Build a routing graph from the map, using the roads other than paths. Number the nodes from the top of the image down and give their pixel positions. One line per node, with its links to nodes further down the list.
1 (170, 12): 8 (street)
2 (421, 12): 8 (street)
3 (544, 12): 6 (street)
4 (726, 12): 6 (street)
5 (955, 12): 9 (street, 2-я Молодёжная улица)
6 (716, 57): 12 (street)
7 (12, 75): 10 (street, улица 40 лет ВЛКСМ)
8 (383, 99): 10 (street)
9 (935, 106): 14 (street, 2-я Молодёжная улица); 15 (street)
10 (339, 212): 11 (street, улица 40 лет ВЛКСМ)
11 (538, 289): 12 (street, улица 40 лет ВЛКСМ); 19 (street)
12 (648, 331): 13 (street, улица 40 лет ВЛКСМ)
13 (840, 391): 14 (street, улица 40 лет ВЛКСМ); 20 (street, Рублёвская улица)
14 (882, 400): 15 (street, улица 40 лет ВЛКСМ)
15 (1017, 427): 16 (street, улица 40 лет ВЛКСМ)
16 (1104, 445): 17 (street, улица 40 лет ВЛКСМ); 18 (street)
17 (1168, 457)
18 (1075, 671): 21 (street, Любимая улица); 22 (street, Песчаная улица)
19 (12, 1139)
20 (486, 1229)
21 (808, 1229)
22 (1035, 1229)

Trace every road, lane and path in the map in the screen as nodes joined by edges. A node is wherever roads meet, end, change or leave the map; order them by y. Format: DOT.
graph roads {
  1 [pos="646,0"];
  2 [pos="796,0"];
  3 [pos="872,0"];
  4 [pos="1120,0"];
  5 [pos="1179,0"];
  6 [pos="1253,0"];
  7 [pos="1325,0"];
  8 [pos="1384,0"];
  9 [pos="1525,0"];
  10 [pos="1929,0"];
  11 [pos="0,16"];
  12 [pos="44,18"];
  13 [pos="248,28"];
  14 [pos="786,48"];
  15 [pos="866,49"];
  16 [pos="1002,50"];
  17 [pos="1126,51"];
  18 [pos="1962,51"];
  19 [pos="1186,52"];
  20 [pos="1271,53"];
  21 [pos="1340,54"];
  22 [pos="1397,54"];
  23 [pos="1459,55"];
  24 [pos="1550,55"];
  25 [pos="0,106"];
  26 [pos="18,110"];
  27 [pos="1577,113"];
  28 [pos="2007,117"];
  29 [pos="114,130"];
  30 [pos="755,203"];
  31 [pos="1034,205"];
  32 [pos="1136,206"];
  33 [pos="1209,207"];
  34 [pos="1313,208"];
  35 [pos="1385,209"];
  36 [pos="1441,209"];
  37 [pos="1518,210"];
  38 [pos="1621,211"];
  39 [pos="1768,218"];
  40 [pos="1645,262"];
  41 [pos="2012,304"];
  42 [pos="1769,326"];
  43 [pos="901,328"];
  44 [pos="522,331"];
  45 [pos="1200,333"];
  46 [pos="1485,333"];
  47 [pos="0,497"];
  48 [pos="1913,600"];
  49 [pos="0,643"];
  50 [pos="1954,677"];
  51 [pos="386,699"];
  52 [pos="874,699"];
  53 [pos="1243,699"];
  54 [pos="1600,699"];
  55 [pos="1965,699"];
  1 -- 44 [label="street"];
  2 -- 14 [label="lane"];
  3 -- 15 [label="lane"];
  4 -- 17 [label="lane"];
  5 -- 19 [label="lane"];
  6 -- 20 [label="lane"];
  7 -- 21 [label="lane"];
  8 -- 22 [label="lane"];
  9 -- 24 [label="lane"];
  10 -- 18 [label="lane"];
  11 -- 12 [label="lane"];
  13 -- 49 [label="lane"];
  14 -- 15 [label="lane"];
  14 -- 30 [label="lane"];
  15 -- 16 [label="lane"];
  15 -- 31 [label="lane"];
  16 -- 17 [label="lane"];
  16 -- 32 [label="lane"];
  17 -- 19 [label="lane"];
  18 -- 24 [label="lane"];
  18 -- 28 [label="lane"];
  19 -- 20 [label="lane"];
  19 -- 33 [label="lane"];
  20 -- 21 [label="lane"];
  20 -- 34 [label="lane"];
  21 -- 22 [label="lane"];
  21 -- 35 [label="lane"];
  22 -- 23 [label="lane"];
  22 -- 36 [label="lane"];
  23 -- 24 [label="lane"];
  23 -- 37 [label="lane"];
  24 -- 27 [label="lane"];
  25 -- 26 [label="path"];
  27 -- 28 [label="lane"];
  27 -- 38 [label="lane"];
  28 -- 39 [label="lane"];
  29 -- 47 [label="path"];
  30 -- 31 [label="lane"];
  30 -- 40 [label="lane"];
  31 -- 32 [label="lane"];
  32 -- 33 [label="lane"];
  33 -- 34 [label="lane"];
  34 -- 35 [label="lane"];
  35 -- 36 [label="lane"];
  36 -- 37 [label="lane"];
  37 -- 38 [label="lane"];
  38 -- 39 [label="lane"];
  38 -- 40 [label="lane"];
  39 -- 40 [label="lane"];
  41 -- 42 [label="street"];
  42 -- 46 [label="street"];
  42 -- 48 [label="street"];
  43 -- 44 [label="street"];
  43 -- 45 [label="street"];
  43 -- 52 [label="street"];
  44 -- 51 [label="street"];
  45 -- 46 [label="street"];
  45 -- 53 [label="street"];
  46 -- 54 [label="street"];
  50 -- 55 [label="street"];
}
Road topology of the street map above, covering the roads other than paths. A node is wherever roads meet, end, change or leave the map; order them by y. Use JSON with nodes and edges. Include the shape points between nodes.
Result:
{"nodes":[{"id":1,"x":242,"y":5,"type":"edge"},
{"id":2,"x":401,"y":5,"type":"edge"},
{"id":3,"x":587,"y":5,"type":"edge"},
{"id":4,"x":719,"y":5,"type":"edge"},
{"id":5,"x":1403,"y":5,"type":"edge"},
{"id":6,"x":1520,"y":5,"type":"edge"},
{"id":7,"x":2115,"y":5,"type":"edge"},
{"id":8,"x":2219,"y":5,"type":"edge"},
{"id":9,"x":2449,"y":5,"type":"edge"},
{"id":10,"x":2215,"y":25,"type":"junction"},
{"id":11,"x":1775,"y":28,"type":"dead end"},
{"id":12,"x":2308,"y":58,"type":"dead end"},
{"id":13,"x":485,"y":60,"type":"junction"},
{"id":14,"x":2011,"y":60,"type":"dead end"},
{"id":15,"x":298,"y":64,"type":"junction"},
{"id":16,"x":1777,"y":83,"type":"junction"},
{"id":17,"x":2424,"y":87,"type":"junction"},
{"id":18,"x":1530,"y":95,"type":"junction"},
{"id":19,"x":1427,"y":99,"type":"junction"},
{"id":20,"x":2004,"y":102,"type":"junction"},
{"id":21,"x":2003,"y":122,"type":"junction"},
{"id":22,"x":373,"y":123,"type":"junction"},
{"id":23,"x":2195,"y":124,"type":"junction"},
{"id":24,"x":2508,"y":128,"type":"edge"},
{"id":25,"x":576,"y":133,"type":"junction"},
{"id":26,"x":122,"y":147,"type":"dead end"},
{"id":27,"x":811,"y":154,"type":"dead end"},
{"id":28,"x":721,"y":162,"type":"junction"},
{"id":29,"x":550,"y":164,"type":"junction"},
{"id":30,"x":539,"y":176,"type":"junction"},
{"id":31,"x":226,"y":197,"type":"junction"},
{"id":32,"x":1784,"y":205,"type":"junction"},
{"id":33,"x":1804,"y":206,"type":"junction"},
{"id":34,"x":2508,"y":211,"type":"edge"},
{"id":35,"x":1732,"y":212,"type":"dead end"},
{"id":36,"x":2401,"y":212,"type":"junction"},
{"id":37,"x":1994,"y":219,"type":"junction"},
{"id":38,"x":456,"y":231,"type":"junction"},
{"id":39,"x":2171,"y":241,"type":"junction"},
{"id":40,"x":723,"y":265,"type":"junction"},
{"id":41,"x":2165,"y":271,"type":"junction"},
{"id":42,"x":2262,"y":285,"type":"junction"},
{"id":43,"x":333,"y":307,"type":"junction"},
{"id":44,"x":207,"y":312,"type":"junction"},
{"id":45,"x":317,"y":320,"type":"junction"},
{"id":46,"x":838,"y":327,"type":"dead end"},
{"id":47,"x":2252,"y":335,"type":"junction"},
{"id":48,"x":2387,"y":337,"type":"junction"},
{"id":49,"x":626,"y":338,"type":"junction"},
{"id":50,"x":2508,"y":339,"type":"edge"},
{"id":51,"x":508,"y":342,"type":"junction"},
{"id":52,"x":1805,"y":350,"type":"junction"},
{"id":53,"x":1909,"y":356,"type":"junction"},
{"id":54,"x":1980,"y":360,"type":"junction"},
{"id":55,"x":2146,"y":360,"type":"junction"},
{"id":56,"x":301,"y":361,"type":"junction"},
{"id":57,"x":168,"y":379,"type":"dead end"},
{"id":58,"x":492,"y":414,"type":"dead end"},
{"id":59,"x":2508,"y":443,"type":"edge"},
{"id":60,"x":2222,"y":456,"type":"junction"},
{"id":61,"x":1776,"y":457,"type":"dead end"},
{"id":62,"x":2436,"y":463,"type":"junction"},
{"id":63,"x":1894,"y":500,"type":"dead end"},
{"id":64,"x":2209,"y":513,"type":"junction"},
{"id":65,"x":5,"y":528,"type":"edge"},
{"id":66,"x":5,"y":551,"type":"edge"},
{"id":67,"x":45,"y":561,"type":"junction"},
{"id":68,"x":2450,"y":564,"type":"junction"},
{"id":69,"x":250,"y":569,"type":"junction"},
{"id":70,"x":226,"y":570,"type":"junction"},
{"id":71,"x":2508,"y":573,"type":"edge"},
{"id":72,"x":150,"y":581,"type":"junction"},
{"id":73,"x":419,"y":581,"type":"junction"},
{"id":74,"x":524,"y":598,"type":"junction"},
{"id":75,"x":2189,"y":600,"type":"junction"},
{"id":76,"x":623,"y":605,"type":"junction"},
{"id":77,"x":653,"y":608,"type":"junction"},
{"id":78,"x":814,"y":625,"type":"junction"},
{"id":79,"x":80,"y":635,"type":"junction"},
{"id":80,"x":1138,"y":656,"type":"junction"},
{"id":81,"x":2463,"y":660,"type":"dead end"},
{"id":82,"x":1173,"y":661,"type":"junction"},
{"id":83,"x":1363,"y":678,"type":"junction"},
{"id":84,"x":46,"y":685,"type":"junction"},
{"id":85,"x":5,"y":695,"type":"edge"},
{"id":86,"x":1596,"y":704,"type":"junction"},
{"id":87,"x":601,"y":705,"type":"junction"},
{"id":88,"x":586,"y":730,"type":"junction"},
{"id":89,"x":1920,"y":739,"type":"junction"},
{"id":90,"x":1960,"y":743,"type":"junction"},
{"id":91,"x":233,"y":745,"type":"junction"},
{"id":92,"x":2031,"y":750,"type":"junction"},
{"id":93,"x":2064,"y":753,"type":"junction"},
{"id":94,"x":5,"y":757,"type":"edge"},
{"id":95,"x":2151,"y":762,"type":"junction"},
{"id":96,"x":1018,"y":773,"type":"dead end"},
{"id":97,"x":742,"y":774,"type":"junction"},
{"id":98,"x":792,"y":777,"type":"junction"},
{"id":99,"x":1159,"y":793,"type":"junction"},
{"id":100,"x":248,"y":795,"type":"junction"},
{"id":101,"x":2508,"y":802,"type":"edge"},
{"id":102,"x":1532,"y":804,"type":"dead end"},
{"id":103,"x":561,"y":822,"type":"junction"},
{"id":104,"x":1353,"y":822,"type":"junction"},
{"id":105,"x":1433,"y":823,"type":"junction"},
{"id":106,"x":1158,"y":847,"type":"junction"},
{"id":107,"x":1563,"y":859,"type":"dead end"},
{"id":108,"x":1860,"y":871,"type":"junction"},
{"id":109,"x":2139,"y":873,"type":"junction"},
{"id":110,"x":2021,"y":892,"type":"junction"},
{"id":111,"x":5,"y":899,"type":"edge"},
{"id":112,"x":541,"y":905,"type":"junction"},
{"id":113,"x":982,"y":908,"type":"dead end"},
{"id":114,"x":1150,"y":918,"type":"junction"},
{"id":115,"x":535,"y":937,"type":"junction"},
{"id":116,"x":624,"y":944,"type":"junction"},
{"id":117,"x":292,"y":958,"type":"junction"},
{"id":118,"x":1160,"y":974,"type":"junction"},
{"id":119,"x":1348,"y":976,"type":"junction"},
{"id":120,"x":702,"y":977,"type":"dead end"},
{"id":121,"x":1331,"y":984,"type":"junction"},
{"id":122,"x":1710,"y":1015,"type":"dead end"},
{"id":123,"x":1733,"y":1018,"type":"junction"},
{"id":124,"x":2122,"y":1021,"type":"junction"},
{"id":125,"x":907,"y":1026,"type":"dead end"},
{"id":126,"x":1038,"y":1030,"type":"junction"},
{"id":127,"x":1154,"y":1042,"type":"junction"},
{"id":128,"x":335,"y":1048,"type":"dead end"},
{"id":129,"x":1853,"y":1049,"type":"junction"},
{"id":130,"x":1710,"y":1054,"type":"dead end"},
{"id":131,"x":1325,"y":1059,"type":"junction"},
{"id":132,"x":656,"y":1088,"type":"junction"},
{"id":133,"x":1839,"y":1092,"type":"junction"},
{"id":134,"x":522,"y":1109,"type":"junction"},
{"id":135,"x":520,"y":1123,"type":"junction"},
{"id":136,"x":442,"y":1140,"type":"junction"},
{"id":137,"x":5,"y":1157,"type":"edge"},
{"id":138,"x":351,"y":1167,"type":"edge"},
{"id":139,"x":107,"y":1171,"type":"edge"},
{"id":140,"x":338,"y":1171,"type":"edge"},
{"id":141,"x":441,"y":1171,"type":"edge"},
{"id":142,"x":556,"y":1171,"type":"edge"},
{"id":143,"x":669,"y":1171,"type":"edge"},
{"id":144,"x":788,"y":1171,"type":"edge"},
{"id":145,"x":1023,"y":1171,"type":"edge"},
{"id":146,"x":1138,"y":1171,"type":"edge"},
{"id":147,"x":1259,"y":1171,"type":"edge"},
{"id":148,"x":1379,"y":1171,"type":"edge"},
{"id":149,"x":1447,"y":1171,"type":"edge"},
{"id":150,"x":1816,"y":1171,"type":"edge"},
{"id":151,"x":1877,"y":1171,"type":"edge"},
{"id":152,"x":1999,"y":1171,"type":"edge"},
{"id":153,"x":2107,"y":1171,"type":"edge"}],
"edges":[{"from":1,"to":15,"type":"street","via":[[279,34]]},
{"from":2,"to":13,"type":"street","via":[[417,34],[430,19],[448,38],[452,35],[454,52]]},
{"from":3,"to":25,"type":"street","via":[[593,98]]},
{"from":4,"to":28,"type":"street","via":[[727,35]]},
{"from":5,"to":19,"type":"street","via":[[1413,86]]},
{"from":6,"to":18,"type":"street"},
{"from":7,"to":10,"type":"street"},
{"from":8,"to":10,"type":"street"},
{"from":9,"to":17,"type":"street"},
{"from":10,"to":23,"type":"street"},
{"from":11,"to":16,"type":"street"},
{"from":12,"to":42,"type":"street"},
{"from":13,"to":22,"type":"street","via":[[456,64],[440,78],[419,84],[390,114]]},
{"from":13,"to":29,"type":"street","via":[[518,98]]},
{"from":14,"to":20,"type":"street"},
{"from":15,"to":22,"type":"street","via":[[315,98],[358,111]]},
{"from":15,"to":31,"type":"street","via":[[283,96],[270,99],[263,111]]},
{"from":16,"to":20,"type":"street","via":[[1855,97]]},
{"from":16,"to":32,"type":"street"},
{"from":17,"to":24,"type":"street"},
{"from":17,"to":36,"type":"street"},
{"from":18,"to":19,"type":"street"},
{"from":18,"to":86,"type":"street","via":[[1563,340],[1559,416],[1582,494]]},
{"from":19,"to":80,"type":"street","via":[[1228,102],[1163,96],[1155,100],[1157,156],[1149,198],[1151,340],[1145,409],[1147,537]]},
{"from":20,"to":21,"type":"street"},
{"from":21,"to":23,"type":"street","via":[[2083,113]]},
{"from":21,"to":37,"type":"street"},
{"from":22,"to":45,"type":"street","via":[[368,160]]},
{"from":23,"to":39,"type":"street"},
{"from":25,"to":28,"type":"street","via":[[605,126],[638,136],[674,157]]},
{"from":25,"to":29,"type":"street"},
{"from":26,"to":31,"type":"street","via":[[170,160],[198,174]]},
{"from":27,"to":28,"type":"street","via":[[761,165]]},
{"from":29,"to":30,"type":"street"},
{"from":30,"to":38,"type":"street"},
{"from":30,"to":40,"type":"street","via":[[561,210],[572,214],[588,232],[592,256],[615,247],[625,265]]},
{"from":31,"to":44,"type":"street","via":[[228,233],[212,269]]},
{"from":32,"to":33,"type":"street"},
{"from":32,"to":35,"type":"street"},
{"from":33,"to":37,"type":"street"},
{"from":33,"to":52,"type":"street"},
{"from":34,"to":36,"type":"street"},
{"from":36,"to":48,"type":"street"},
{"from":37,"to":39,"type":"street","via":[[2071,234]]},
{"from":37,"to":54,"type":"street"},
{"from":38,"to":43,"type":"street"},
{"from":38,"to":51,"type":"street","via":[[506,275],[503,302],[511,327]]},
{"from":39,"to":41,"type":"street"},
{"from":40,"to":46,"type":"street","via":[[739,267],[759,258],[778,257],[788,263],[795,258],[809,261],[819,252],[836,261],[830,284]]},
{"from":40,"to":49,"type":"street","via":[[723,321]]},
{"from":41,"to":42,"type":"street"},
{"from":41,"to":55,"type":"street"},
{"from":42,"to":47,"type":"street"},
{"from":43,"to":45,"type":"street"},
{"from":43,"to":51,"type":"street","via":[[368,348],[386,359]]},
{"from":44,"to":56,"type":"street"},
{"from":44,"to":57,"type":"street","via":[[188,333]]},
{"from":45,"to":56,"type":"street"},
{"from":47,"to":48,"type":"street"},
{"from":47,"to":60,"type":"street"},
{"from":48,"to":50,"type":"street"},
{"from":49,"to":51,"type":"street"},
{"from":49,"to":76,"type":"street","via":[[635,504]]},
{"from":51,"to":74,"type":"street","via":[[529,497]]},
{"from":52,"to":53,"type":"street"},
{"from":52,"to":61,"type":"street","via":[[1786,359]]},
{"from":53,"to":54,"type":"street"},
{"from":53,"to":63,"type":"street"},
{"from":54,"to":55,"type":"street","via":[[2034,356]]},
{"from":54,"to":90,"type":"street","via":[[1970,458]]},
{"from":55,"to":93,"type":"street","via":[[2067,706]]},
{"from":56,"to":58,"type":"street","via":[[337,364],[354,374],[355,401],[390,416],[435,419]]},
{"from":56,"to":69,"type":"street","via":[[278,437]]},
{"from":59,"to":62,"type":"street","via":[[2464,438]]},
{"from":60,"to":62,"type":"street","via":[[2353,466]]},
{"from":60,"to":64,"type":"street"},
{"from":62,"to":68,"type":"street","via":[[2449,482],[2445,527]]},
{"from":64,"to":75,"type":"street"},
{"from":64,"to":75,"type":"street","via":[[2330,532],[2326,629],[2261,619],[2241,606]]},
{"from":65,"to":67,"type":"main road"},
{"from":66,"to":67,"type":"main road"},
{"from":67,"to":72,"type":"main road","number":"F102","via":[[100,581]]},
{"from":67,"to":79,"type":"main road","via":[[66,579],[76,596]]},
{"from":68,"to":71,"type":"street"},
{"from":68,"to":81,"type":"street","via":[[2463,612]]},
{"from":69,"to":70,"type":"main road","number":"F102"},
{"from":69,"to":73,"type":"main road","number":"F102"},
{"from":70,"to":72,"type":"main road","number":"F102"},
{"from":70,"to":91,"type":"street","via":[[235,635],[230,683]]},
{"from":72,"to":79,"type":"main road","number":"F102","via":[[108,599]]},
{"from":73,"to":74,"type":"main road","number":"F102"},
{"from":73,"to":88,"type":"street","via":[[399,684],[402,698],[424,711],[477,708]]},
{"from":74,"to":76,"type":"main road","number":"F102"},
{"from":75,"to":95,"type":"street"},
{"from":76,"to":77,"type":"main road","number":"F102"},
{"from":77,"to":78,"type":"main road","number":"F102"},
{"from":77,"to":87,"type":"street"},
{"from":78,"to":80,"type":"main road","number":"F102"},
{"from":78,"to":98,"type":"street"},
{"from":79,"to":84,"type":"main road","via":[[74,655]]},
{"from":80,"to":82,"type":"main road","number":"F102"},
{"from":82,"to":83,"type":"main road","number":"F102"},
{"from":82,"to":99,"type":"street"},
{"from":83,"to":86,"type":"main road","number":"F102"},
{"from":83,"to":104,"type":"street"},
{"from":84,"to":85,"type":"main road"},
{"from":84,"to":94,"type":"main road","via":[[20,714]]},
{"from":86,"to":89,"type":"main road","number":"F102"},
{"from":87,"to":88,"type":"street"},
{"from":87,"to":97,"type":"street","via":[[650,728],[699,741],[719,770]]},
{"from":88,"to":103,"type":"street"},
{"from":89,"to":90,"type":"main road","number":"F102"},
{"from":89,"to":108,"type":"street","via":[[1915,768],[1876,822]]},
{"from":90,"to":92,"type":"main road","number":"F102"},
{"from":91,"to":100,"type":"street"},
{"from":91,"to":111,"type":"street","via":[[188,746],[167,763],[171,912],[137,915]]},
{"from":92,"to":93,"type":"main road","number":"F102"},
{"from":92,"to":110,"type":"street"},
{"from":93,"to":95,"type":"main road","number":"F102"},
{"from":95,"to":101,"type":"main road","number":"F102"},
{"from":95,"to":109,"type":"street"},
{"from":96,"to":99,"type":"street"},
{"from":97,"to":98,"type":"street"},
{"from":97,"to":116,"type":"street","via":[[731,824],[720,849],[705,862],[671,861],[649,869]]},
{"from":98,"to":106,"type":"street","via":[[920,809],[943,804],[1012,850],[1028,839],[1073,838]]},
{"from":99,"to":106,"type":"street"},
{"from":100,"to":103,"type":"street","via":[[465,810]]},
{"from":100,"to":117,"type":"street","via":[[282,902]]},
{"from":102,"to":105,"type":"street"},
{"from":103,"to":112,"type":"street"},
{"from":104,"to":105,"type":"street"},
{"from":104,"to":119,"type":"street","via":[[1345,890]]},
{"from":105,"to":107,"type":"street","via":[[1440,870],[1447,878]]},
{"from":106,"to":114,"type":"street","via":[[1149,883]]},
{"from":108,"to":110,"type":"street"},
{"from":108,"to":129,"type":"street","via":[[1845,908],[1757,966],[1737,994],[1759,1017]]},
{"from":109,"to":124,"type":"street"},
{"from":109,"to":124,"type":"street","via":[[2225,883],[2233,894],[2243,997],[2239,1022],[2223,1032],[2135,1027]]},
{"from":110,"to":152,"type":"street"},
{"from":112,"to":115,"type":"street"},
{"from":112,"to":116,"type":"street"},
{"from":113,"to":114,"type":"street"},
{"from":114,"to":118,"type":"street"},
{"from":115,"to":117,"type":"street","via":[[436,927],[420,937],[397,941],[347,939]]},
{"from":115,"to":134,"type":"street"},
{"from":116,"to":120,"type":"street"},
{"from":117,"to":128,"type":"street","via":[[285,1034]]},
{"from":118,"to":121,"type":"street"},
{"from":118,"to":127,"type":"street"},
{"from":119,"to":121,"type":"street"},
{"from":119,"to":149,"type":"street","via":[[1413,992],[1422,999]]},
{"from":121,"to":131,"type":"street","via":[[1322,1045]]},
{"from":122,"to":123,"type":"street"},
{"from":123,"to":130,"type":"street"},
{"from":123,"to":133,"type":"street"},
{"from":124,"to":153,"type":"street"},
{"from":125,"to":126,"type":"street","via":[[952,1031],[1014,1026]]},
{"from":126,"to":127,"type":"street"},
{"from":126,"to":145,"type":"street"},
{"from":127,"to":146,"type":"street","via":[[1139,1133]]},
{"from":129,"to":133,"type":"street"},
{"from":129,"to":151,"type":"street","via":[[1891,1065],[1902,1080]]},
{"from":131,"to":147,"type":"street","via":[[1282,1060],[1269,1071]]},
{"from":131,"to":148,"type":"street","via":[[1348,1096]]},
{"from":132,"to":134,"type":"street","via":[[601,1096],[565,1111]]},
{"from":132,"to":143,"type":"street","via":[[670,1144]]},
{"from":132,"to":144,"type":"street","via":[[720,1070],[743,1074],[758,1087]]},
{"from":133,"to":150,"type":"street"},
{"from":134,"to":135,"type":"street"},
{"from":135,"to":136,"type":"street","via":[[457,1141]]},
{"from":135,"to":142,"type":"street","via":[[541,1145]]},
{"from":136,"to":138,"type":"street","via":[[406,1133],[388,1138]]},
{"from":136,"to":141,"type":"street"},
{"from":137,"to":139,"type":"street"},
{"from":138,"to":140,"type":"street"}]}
---*---
If a line in the entries contains "ВЛКСМ", copy it.

7 (12, 75): 10 (street, улица 40 лет ВЛКСМ)
10 (339, 212): 11 (street, улица 40 лет ВЛКСМ)
11 (538, 289): 12 (street, улица 40 лет ВЛКСМ); 19 (street)
12 (648, 331): 13 (street, улица 40 лет ВЛКСМ)
13 (840, 391): 14 (street, улица 40 лет ВЛКСМ); 20 (street, Рублёвская улица)
14 (882, 400): 15 (street, улица 40 лет ВЛКСМ)
15 (1017, 427): 16 (street, улица 40 лет ВЛКСМ)
16 (1104, 445): 17 (street, улица 40 лет ВЛКСМ); 18 (street)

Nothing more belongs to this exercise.